▶ **Task to carry out**: Look through the data and write out every line with the word "НОВОРОССИЙСКАЯ" in it.

[Excerpts from a dataset]
------------

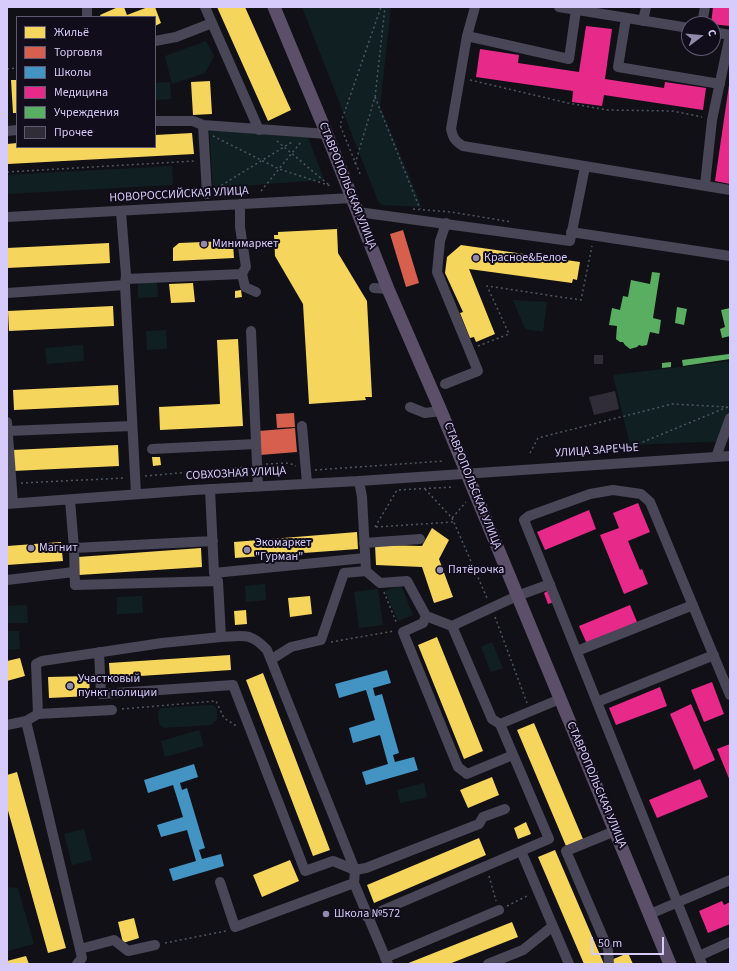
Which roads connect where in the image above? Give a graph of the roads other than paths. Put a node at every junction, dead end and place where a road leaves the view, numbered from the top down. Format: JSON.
{"nodes":[{"id":1,"x":205,"y":7,"type":"edge"},
{"id":2,"x":274,"y":7,"type":"edge"},
{"id":3,"x":475,"y":7,"type":"edge"},
{"id":4,"x":559,"y":7,"type":"edge"},
{"id":5,"x":646,"y":7,"type":"edge"},
{"id":6,"x":576,"y":10,"type":"junction"},
{"id":7,"x":626,"y":18,"type":"junction"},
{"id":8,"x":643,"y":21,"type":"junction"},
{"id":9,"x":212,"y":23,"type":"junction"},
{"id":10,"x":681,"y":27,"type":"edge"},
{"id":11,"x":721,"y":33,"type":"edge"},
{"id":12,"x":467,"y":36,"type":"junction"},
{"id":13,"x":156,"y":41,"type":"edge"},
{"id":14,"x":720,"y":84,"type":"junction"},
{"id":15,"x":156,"y":121,"type":"edge"},
{"id":16,"x":203,"y":128,"type":"junction"},
{"id":17,"x":263,"y":130,"type":"junction"},
{"id":18,"x":327,"y":134,"type":"junction"},
{"id":19,"x":585,"y":167,"type":"junction"},
{"id":20,"x":705,"y":185,"type":"junction"},
{"id":21,"x":730,"y":190,"type":"edge"},
{"id":22,"x":207,"y":194,"type":"road end"},
{"id":23,"x":352,"y":198,"type":"junction"},
{"id":24,"x":240,"y":204,"type":"junction"},
{"id":25,"x":121,"y":212,"type":"junction"},
{"id":26,"x":358,"y":212,"type":"junction"},
{"id":27,"x":7,"y":217,"type":"edge"},
{"id":28,"x":446,"y":223,"type":"junction"},
{"id":29,"x":571,"y":232,"type":"junction"},
{"id":30,"x":730,"y":256,"type":"edge"},
{"id":31,"x":246,"y":269,"type":"junction"},
{"id":32,"x":125,"y":282,"type":"junction"},
{"id":33,"x":374,"y":288,"type":"dead end"},
{"id":34,"x":388,"y":288,"type":"junction"},
{"id":35,"x":256,"y":292,"type":"dead end"},
{"id":36,"x":7,"y":293,"type":"edge"},
{"id":37,"x":251,"y":331,"type":"dead end"},
{"id":38,"x":445,"y":384,"type":"dead end"},
{"id":39,"x":410,"y":407,"type":"dead end"},
{"id":40,"x":441,"y":411,"type":"junction"},
{"id":41,"x":730,"y":418,"type":"edge"},
{"id":42,"x":132,"y":426,"type":"junction"},
{"id":43,"x":302,"y":426,"type":"dead end"},
{"id":44,"x":7,"y":427,"type":"edge"},
{"id":45,"x":256,"y":444,"type":"junction"},
{"id":46,"x":152,"y":449,"type":"dead end"},
{"id":47,"x":730,"y":456,"type":"edge"},
{"id":48,"x":716,"y":457,"type":"junction"},
{"id":49,"x":466,"y":474,"type":"junction"},
{"id":50,"x":359,"y":481,"type":"junction"},
{"id":51,"x":306,"y":483,"type":"junction"},
{"id":52,"x":258,"y":486,"type":"junction"},
{"id":53,"x":210,"y":489,"type":"junction"},
{"id":54,"x":136,"y":494,"type":"junction"},
{"id":55,"x":70,"y":500,"type":"junction"},
{"id":56,"x":10,"y":503,"type":"edge"},
{"id":57,"x":420,"y":539,"type":"dead end"},
{"id":58,"x":213,"y":541,"type":"junction"},
{"id":59,"x":364,"y":542,"type":"junction"},
{"id":60,"x":74,"y":548,"type":"junction"},
{"id":61,"x":365,"y":558,"type":"junction"},
{"id":62,"x":366,"y":571,"type":"junction"},
{"id":63,"x":74,"y":572,"type":"junction"},
{"id":64,"x":216,"y":577,"type":"junction"},
{"id":65,"x":7,"y":580,"type":"edge"},
{"id":66,"x":550,"y":584,"type":"junction"},
{"id":67,"x":517,"y":596,"type":"junction"},
{"id":68,"x":694,"y":605,"type":"junction"},
{"id":69,"x":426,"y":616,"type":"junction"},
{"id":70,"x":452,"y":626,"type":"junction"},
{"id":71,"x":221,"y":637,"type":"junction"},
{"id":72,"x":577,"y":651,"type":"junction"},
{"id":73,"x":99,"y":652,"type":"junction"},
{"id":74,"x":714,"y":655,"type":"junction"},
{"id":75,"x":272,"y":659,"type":"junction"},
{"id":76,"x":730,"y":695,"type":"edge"},
{"id":77,"x":560,"y":699,"type":"junction"},
{"id":78,"x":597,"y":702,"type":"junction"},
{"id":79,"x":112,"y":710,"type":"road end"},
{"id":80,"x":38,"y":714,"type":"junction"},
{"id":81,"x":26,"y":721,"type":"junction"},
{"id":82,"x":500,"y":724,"type":"junction"},
{"id":83,"x":7,"y":725,"type":"edge"},
{"id":84,"x":513,"y":755,"type":"junction"},
{"id":85,"x":505,"y":809,"type":"dead end"},
{"id":86,"x":615,"y":831,"type":"junction"},
{"id":87,"x":521,"y":852,"type":"junction"},
{"id":88,"x":354,"y":870,"type":"junction"},
{"id":89,"x":730,"y":880,"type":"edge"},
{"id":90,"x":220,"y":882,"type":"dead end"},
{"id":91,"x":354,"y":883,"type":"junction"},
{"id":92,"x":677,"y":902,"type":"junction"},
{"id":93,"x":499,"y":910,"type":"road end"},
{"id":94,"x":650,"y":914,"type":"junction"},
{"id":95,"x":367,"y":917,"type":"junction"},
{"id":96,"x":553,"y":926,"type":"junction"},
{"id":97,"x":730,"y":942,"type":"edge"},
{"id":98,"x":155,"y":945,"type":"road end"},
{"id":99,"x":80,"y":949,"type":"junction"},
{"id":100,"x":700,"y":960,"type":"edge"},
{"id":101,"x":387,"y":961,"type":"edge"},
{"id":102,"x":77,"y":964,"type":"edge"},
{"id":103,"x":488,"y":964,"type":"edge"},
{"id":104,"x":569,"y":964,"type":"edge"},
{"id":105,"x":609,"y":964,"type":"edge"},
{"id":106,"x":670,"y":964,"type":"edge"}],
"edges":[{"from":1,"to":9,"type":"street"},
{"from":2,"to":18,"type":"main road","name":"СТАВРОПОЛЬСКАЯ УЛИЦА"},
{"from":3,"to":12,"type":"street"},
{"from":4,"to":6,"type":"street"},
{"from":5,"to":8,"type":"street"},
{"from":6,"to":7,"type":"street"},
{"from":6,"to":12,"type":"street"},
{"from":7,"to":8,"type":"street"},
{"from":7,"to":14,"type":"street"},
{"from":8,"to":10,"type":"street"},
{"from":9,"to":13,"type":"street"},
{"from":9,"to":17,"type":"street"},
{"from":11,"to":14,"type":"street"},
{"from":12,"to":19,"type":"street"},
{"from":14,"to":20,"type":"street"},
{"from":15,"to":16,"type":"street"},
{"from":16,"to":17,"type":"street"},
{"from":16,"to":22,"type":"street"},
{"from":17,"to":18,"type":"street"},
{"from":18,"to":23,"type":"main road","name":"СТАВРОПОЛЬСКАЯ УЛИЦА"},
{"from":19,"to":20,"type":"street"},
{"from":19,"to":29,"type":"street"},
{"from":20,"to":21,"type":"street"},
{"from":23,"to":24,"type":"street","name":"НОВОРОССИЙСКАЯ УЛИЦА"},
{"from":23,"to":26,"type":"main road","name":"СТАВРОПОЛЬСКАЯ УЛИЦА"},
{"from":24,"to":25,"type":"street","name":"НОВОРОССИЙСКАЯ УЛИЦА"},
{"from":24,"to":31,"type":"street"},
{"from":25,"to":27,"type":"street","name":"НОВОРОССИЙСКАЯ УЛИЦА"},
{"from":25,"to":32,"type":"street"},
{"from":26,"to":28,"type":"street"},
{"from":26,"to":34,"type":"main road","name":"СТАВРОПОЛЬСКАЯ УЛИЦА"},
{"from":28,"to":29,"type":"street"},
{"from":28,"to":38,"type":"street"},
{"from":29,"to":30,"type":"street"},
{"from":31,"to":32,"type":"street"},
{"from":31,"to":35,"type":"street"},
{"from":32,"to":36,"type":"street"},
{"from":32,"to":42,"type":"street"},
{"from":33,"to":34,"type":"street"},
{"from":34,"to":40,"type":"main road","name":"СТАВРОПОЛЬСКАЯ УЛИЦА"},
{"from":37,"to":45,"type":"street"},
{"from":39,"to":40,"type":"street"},
{"from":40,"to":49,"type":"main road","name":"СТАВРОПОЛЬСКАЯ УЛИЦА"},
{"from":41,"to":48,"type":"street"},
{"from":42,"to":44,"type":"street"},
{"from":42,"to":54,"type":"street"},
{"from":43,"to":51,"type":"street"},
{"from":44,"to":56,"type":"street"},
{"from":45,"to":46,"type":"street"},
{"from":45,"to":52,"type":"street"},
{"from":47,"to":48,"type":"street","name":"УЛИЦА ЗАРЕЧЬЕ"},
{"from":48,"to":49,"type":"street","name":"УЛИЦА ЗАРЕЧЬЕ"},
{"from":49,"to":50,"type":"street","name":"СОВХОЗНАЯ УЛИЦА"},
{"from":49,"to":67,"type":"main road","name":"СТАВРОПОЛЬСКАЯ УЛИЦА"},
{"from":50,"to":51,"type":"street","name":"СОВХОЗНАЯ УЛИЦА"},
{"from":50,"to":59,"type":"street"},
{"from":51,"to":52,"type":"street","name":"СОВХОЗНАЯ УЛИЦА"},
{"from":52,"to":53,"type":"street","name":"СОВХОЗНАЯ УЛИЦА"},
{"from":53,"to":54,"type":"street","name":"СОВХОЗНАЯ УЛИЦА"},
{"from":53,"to":58,"type":"street"},
{"from":54,"to":55,"type":"street","name":"СОВХОЗНАЯ УЛИЦА"},
{"from":55,"to":56,"type":"street","name":"СОВХОЗНАЯ УЛИЦА"},
{"from":55,"to":60,"type":"street"},
{"from":57,"to":59,"type":"street"},
{"from":58,"to":60,"type":"street"},
{"from":58,"to":64,"type":"street"},
{"from":59,"to":61,"type":"street"},
{"from":60,"to":63,"type":"street"},
{"from":61,"to":62,"type":"street"},
{"from":61,"to":64,"type":"street"},
{"from":62,"to":69,"type":"street"},
{"from":62,"to":75,"type":"street"},
{"from":63,"to":64,"type":"street"},
{"from":63,"to":65,"type":"street"},
{"from":64,"to":71,"type":"street"},
{"from":66,"to":67,"type":"street"},
{"from":66,"to":68,"type":"street"},
{"from":66,"to":72,"type":"street"},
{"from":67,"to":70,"type":"street"},
{"from":67,"to":77,"type":"main road","name":"СТАВРОПОЛЬСКАЯ УЛИЦА"},
{"from":68,"to":72,"type":"street"},
{"from":68,"to":74,"type":"street"},
{"from":69,"to":70,"type":"street"},
{"from":69,"to":84,"type":"street"},
{"from":70,"to":82,"type":"street"},
{"from":71,"to":73,"type":"street"},
{"from":71,"to":75,"type":"street"},
{"from":72,"to":78,"type":"street"},
{"from":73,"to":80,"type":"street"},
{"from":73,"to":88,"type":"street"},
{"from":74,"to":76,"type":"street"},
{"from":74,"to":78,"type":"street"},
{"from":75,"to":88,"type":"street"},
{"from":77,"to":82,"type":"street"},
{"from":77,"to":86,"type":"main road","name":"СТАВРОПОЛЬСКАЯ УЛИЦА"},
{"from":78,"to":92,"type":"street"},
{"from":79,"to":80,"type":"street"},
{"from":80,"to":81,"type":"street"},
{"from":81,"to":83,"type":"street"},
{"from":81,"to":99,"type":"street"},
{"from":82,"to":84,"type":"street"},
{"from":84,"to":87,"type":"street"},
{"from":85,"to":88,"type":"street"},
{"from":86,"to":94,"type":"main road","name":"СТАВРОПОЛЬСКАЯ УЛИЦА"},
{"from":86,"to":105,"type":"street"},
{"from":87,"to":95,"type":"street"},
{"from":87,"to":96,"type":"street"},
{"from":88,"to":91,"type":"street"},
{"from":89,"to":92,"type":"street"},
{"from":90,"to":91,"type":"street"},
{"from":91,"to":95,"type":"street"},
{"from":92,"to":94,"type":"street"},
{"from":92,"to":100,"type":"street"},
{"from":93,"to":101,"type":"street"},
{"from":94,"to":106,"type":"main road","name":"СТАВРОПОЛЬСКАЯ УЛИЦА"},
{"from":95,"to":101,"type":"street"},
{"from":96,"to":103,"type":"street"},
{"from":96,"to":104,"type":"street"},
{"from":97,"to":100,"type":"street"},
{"from":98,"to":99,"type":"street"},
{"from":99,"to":102,"type":"street"}]}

------------

▶ **Written answer**:
{"from":23,"to":24,"type":"street","name":"НОВОРОССИЙСКАЯ УЛИЦА"},
{"from":24,"to":25,"type":"street","name":"НОВОРОССИЙСКАЯ УЛИЦА"},
{"from":25,"to":27,"type":"street","name":"НОВОРОССИЙСКАЯ УЛИЦА"},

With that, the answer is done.